Immediately noticeable is a strong spicy (Mexican like food) aroma generated by the higher amounts of carbonation. This is almost nostril clearing, but not overpowering enough to cover the other aromas given off by this beer's more traditional pilsner like characteristics. There is the normal grassy notes mixed in with a bit of hoppy smell mixed in.


This is a medium light bodied beer with a lower viscosity, giving it a fairly easy to drink profile on paper, but the spicy notes from the peppers will deliver a warming effect almost strong enough to make you want to catch your breath. The jalapenos used during this beer's brewing process introduce the Scoville Units measurement - a scale not used in the brewing world. This beer has a dry yet spicy finish.

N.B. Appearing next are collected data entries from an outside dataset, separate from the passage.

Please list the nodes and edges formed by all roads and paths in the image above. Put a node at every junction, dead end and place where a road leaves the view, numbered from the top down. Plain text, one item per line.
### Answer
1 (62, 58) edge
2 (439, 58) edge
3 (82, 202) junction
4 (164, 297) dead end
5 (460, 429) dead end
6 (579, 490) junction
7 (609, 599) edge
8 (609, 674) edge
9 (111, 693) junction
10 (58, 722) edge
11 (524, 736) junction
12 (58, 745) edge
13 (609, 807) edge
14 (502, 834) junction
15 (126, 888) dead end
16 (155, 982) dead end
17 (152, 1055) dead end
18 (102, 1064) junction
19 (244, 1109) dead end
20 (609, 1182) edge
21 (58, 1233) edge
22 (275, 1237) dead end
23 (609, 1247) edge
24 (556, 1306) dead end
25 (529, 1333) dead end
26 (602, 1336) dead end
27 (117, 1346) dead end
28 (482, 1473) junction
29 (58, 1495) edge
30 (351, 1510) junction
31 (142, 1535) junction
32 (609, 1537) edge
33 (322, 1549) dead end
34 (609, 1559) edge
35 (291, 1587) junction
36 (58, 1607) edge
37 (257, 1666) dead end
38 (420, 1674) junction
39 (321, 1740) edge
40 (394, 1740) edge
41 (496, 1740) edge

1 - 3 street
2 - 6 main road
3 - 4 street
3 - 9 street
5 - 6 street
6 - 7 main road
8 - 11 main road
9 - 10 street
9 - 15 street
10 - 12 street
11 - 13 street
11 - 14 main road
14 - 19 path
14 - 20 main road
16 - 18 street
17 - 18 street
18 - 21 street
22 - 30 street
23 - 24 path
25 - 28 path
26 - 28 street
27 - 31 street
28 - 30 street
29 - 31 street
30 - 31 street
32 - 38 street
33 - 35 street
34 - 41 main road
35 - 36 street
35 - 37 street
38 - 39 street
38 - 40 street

As is with just about every pils, there is a definite grainy character overall, mixed in with a nice and slightly refreshing hoppy bitter finish. But let's address why this beer is so unique. Apparently the world's supply of jalapenos are used in making this beer, which is as spicy as a spoonfull of hot taco mix. Full of flavor that won't kill you, but definitely a good kick. This is a spicy beer with a bit of salsa like notes which will actually give you Mexican food cravings.

Our Take

Fortunately, you won't have to worry about suffocating from the heat this beer causes, but the fact that there is a nice kick should be enough. Throwback Brewery has been somehow able to offer quite a good and unique flavor experience unmatched by anything we've been able to sample before. If you're looking for an exciting beer which will get your Mexican food senses tingling, search no further. After only one sip of this brew, you'll be wishing for a large bowl of chips and salsa, or maybe even an enchilada or two. We know we were. Now at this point, we will say all of this praise comes with a caveat. Those who don't like spicy foods at all will want to avoid this like Ebola. And if mixing savory flavors with beer isn't your thing, then you won't like this one. But, if you're going to want a beer with your chimichangas, you might have just found your perfect match. This is a novelty beer, and we don't expect it to be a mainstream hit. There aren't many things that would make this an all-year beer, and the crafters don't sell it perennially either. So there you go. A quirky hit or miss beer which you'll want with your barbacoa. We know that a lot of people are not going to like this at all. But for us, this beer shows that there are some people out there willing to risk whatever it takes to push boundaries and make something new and weird, especially in the world of old Bohemia, Hops, Prague, and Pilsner. And honestly, we have nothing but respect for that.